Being a child of a music teacher, Michael grew up around American and Latin Jazz. His influences include Jazz drummers such as Max Roach and Art Blakie. Michael eventually added hip-hop as an influence and has combined these two sounds to help him build a style of his own. “I think the reason people like me is because I bring my influence from hip-hop to house, which I’ve been told shows through in my music and skills.”
Geiger is 22 and has been spinning for about seven years now. He recently spun at ‘Aqua,’ a party thrown by John Acquaviva. Michael admits that it felt good to be around people of that caliber in music and that he got an opportunity to spin a three-hour set that ranged from house to hip hop music.
Interanimi : Live PA
Style : Media/Perfforming arts
Interanimi (Meighan Fitz-Henry and Michael LeeRaven McAdow) have been performing together since 1989. Before they met, both Meighan and Michael were noise artists and admit they were into harsher sounds and performances. Over the years they have grown to be more minimal and about creating enhanced, focused emotions within their listeners. Some people have reviewed their work as ‘too weird for me,” but Meighan says people who appreciate their work tend to be other musicians and artists. They consider their music global because they combine elements from traditional music around the world and to make a single, experimental element of sound.
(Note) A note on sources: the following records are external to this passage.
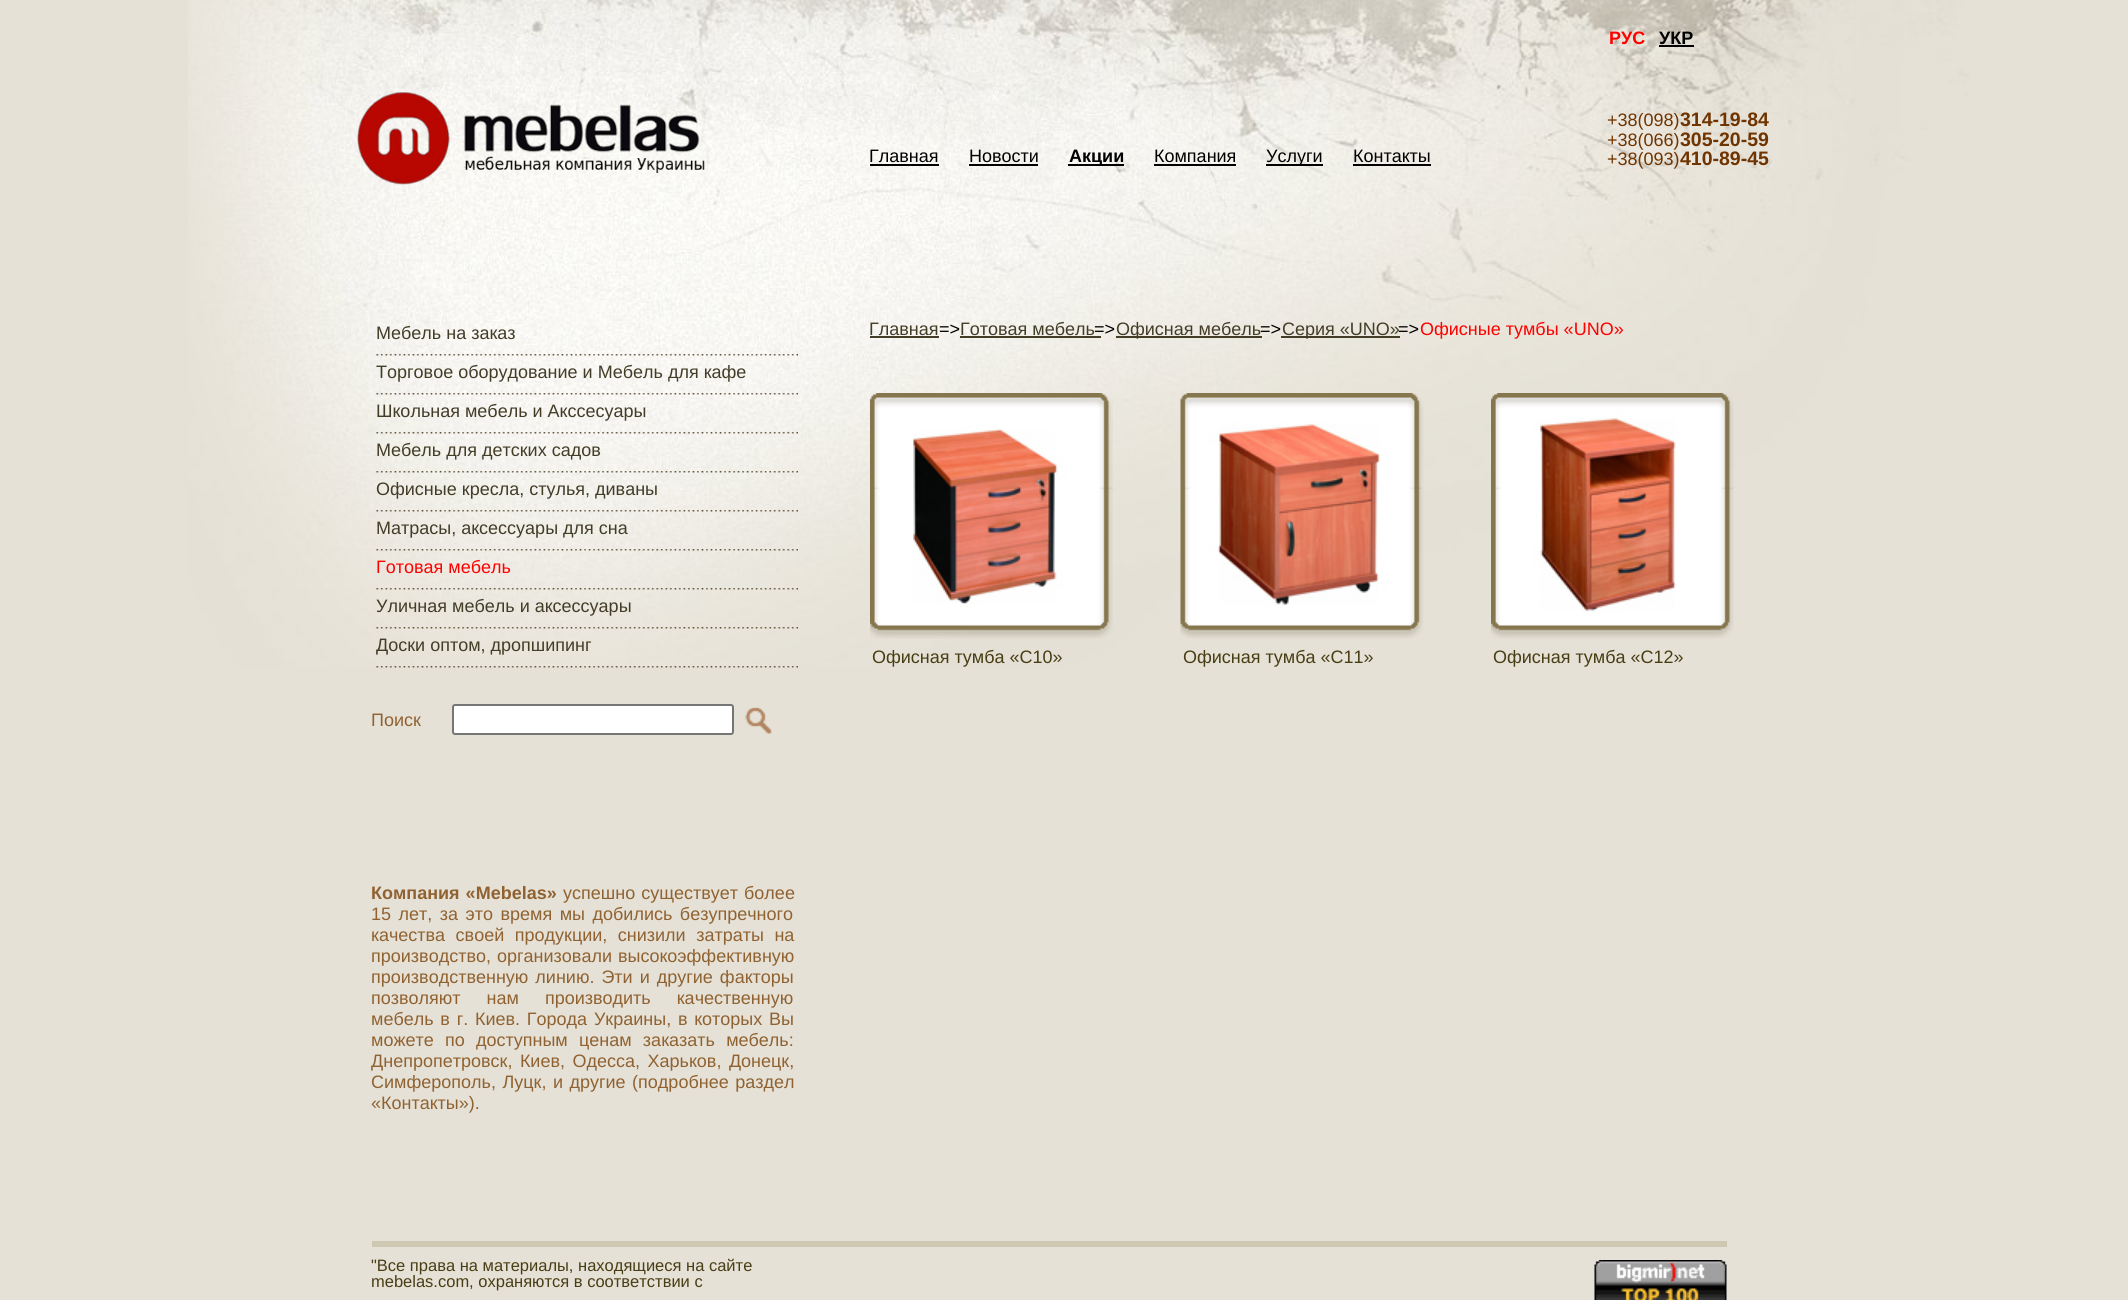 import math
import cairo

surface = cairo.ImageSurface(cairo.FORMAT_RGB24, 2128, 1300)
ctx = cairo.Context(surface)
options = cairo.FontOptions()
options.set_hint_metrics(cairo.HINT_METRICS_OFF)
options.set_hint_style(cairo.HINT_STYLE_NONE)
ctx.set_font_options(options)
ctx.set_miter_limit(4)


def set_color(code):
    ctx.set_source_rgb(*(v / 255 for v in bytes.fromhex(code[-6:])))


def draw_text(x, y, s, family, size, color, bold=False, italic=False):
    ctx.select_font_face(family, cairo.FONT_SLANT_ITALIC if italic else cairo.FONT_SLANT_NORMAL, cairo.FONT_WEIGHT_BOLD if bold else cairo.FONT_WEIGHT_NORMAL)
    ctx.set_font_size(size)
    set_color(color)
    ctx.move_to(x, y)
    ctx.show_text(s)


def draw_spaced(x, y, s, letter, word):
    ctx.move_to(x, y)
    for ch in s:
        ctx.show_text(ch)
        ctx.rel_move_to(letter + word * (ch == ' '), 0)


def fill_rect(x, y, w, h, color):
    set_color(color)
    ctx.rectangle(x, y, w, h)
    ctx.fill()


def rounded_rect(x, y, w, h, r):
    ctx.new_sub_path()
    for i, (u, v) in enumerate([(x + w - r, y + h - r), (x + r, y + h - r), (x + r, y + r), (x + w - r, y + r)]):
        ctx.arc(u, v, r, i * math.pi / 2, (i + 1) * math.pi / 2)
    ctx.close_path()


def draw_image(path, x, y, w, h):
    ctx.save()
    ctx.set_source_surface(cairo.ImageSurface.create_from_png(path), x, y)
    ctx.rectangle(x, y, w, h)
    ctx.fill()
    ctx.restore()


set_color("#e5e1d6")
ctx.paint()
draw_image("assets/img1.png", 188, 0, 1781, 667)
draw_text(1609, 44, "РУС", "Liberation Sans", 18, "#ff0000", bold=True)
draw_text(1659, 44, "УКР", "Liberation Sans", 18, "#000000", bold=True)
fill_rect(1659, 45, 35, 2, "#000000")
draw_image("assets/img2.png", 357, 92, 348, 93)
draw_text(869, 162, "Главная", "Liberation Sans", 18, "#000000")
fill_rect(870, 164, 69, 2, "#000000")
draw_text(969, 162, "Новости", "Liberation Sans", 18, "#000000")
fill_rect(969, 164, 69, 2, "#000000")
fill_rect(1068, 164, 56, 2, "#000000")
draw_text(1069, 162, "Акции", "Liberation Sans", 18, "#000000", bold=True)
draw_text(1154, 162, "Компания", "Liberation Sans", 18, "#000000")
fill_rect(1154, 164, 82, 2, "#000000")
fill_rect(1266, 164, 57, 2, "#000000")
draw_text(1266, 162, "Услуги", "Liberation Sans", 18, "#000000")
draw_text(1353, 162, "Контакты", "Liberation Sans", 18, "#000000")
fill_rect(1353, 164, 78, 2, "#000000")
draw_text(1607, 126, "+38(098)", "Liberation Sans", 18, "#6f3400")
draw_text(1680, 126, "314-19-84", "Liberation Sans", 19.5, "#6f3400", bold=True)
draw_text(1607, 146, "+38(066)", "Liberation Sans", 18, "#6f3400")
draw_text(1680, 146, "305-20-59", "Liberation Sans", 19.5, "#6f3400", bold=True)
draw_text(1607, 165, "+38(093)", "Liberation Sans", 18, "#6f3400")
draw_text(1680, 165, "410-89-45", "Liberation Sans", 19.5, "#6f3400", bold=True)
draw_image("assets/img3.png", 376, 354, 422, 2)
draw_text(376, 339, "Мебель на заказ", "Liberation Sans", 18, "#433d28")
draw_image("assets/img4.png", 376, 393, 422, 2)
draw_text(376, 378, "Торговое оборудование и Мебель для кафе", "Liberation Sans", 18, "#433d28")
draw_image("assets/img5.png", 376, 432, 422, 2)
draw_text(376, 417, "Школьная мебель и Акссесуары", "Liberation Sans", 18, "#433d28")
draw_image("assets/img6.png", 376, 471, 422, 2)
draw_text(376, 456, "Мебель для детских садов", "Liberation Sans", 18, "#433d28")
draw_image("assets/img7.png", 376, 510, 422, 2)
draw_text(376, 495, "Офисные кресла, стулья, диваны", "Liberation Sans", 18, "#433d28")
draw_image("assets/img8.png", 376, 549, 422, 2)
draw_text(376, 534, "Матраcы, аксессуары для сна", "Liberation Sans", 18, "#433d28")
draw_image("assets/img9.png", 376, 588, 422, 2)
draw_text(376, 573, "Готовая мебель", "Liberation Sans", 18, "#ff0000")
draw_image("assets/img10.png", 376, 627, 422, 2)
draw_text(376, 612, "Уличная мебель и аксессуары", "Liberation Sans", 18, "#433d28")
draw_image("assets/img11.png", 376, 666, 422, 2)
draw_text(376, 651, "Доски оптом, дропшипинг", "Liberation Sans", 18, "#433d28")
draw_text(371, 726, "Поиск", "Liberation Sans", 18, "#906231")
set_color("#ffffff")
rounded_rect(453, 705, 280, 29, 2)
ctx.fill_preserve()
set_color("#767676")
ctx.stroke()
draw_image("assets/img12.png", 745, 706, 27, 28)
ctx.select_font_face("Liberation Sans", cairo.FONT_SLANT_NORMAL, cairo.FONT_WEIGHT_BOLD)
set_color("#906231")
draw_spaced(371, 899, "Компания «Mebelas»", 0, 1)
ctx.select_font_face("Liberation Sans")
draw_spaced(563, 899, "успешно существует более", 0, 1)
draw_spaced(371, 920, "15 лет, за это время мы добились безупречного", 0, 2.5)
draw_spaced(371, 941, "качества своей продукции, снизили затраты на", 0, 5.5)
draw_spaced(371, 962, "производство, организовали высокоэффективную", 0, 1)
draw_spaced(371, 983, "производственную линию. Эти и другие факторы", 0, 2)
draw_spaced(371, 1004, "позволяют нам производить качественную", 0, 21)
draw_spaced(371, 1025, "мебель в г. Киев. Города Украины, в которых Вы", 0, 1.75)
draw_spaced(371, 1046, "можете по доступным ценам заказать мебель:", 0, 6.25)
draw_spaced(371, 1067, "Днепропетровск, Киев, Одесса, Харьков, Донецк,", 0, 2.5)
draw_spaced(371, 1088, "Симферополь, Луцк, и другие (подробнее раздел", 0, 1.5)
draw_text(371, 1109, "«Контакты»).", "Liberation Sans", 18, "#906231")
draw_text(869, 335, "Главная", "Liberation Sans", 18, "#433d28")
fill_rect(870, 336, 69, 2, "#433d28")
draw_text(939, 335, "=>", "Liberation Sans", 18, "#000000")
draw_text(960, 335, "Готовая мебель", "Liberation Sans", 18, "#433d28")
fill_rect(960, 336, 141, 2, "#433d28")
draw_text(1094, 335, "=>", "Liberation Sans", 18, "#000000")
fill_rect(1116, 336, 146, 2, "#433d28")
draw_text(1116, 335, "Офисная мебель", "Liberation Sans", 18, "#433d28")
draw_text(1260, 335, "=>", "Liberation Sans", 18, "#000000")
fill_rect(1281, 336, 119, 2, "#433d28")
draw_text(1282, 335, "Серия «UNO»", "Liberation Sans", 18, "#433d28")
draw_text(1398, 335, "=>", "Liberation Sans", 18, "#000000")
draw_text(1420, 335, "Офисные тумбы «UNO»", "Liberation Sans", 18, "#ff0000")
draw_image("assets/img14.png", 874, 397, 230, 229)
draw_image("assets/img13.png", 870, 393, 243, 246)
draw_text(872, 663, "Офисная тумба «С10»", "Liberation Sans", 18, "#493d14")
draw_image("assets/img16.png", 1185, 397, 230, 229)
draw_image("assets/img15.png", 1180, 393, 244, 246)
draw_text(1183, 663, "Офисная тумба «С11»", "Liberation Sans", 18, "#493d14")
draw_image("assets/img18.png", 1495, 397, 230, 229)
draw_image("assets/img17.png", 1491, 393, 243, 246)
draw_text(1493, 663, "Офисная тумба «С12»", "Liberation Sans", 18, "#493d14")
fill_rect(372, 1241, 1355, 6, "#cec7b2")
draw_text(371, 1271, "\"Все права на материалы, находящиеся на сайте", "Liberation Sans", 16.5, "#493d14")
draw_text(371, 1287, "mebelas.com, охраняются в соответствии с", "Liberation Sans", 16.5, "#493d14")
draw_image("assets/img19.png", 1594, 1260, 133, 40)
surface.write_to_png("output.png")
They also consider their sets to be very interactive; a perfect example is their use of an Atari Pac-Man game whose sounds are worked into the set as the audience uses it.
Tad Mulinex : DJ
Style : Jungle
Locally, Tad Mulinex is starting to get noticed for his Jungle spinning talents (where he goes by an alter ego, ‘SR-1’) and as a result has his first weekly residency at the relatively young age of 19 years old.
Tad was a producer before he started DJ’ing at the age of 16 and believes that producing first definitely gave him a better edge on DJ’ing than if he had started on the tables before the equipment. “Aphex Twin, Wagon Christ, and Squarepusher,” is what he’ll say when asked who his producing influences are and whose tracks first turned him on to Jungle music. Influences in DJ’ing include battle DJs and local Jungle DJ, Rotator. Tad also says that the ghetto music scene has let him get in touch more with the darker side of music. “I feel bonded with people when they feel the same thing as I do when I am DJ’ing or producing music.”
Tad adds, “Unfortunately I see Detroit focusing a lot on house and techno, which is a good thing, [but] I think sometimes people get engulfed in the whole ‘this is where it started and we have to carry it on,’ [attitude]. Unfortunately, I don’t think it leaves very much room for the experimental producers and such. I see Detroit as a free area, you have to go out there and work hard and become independent.”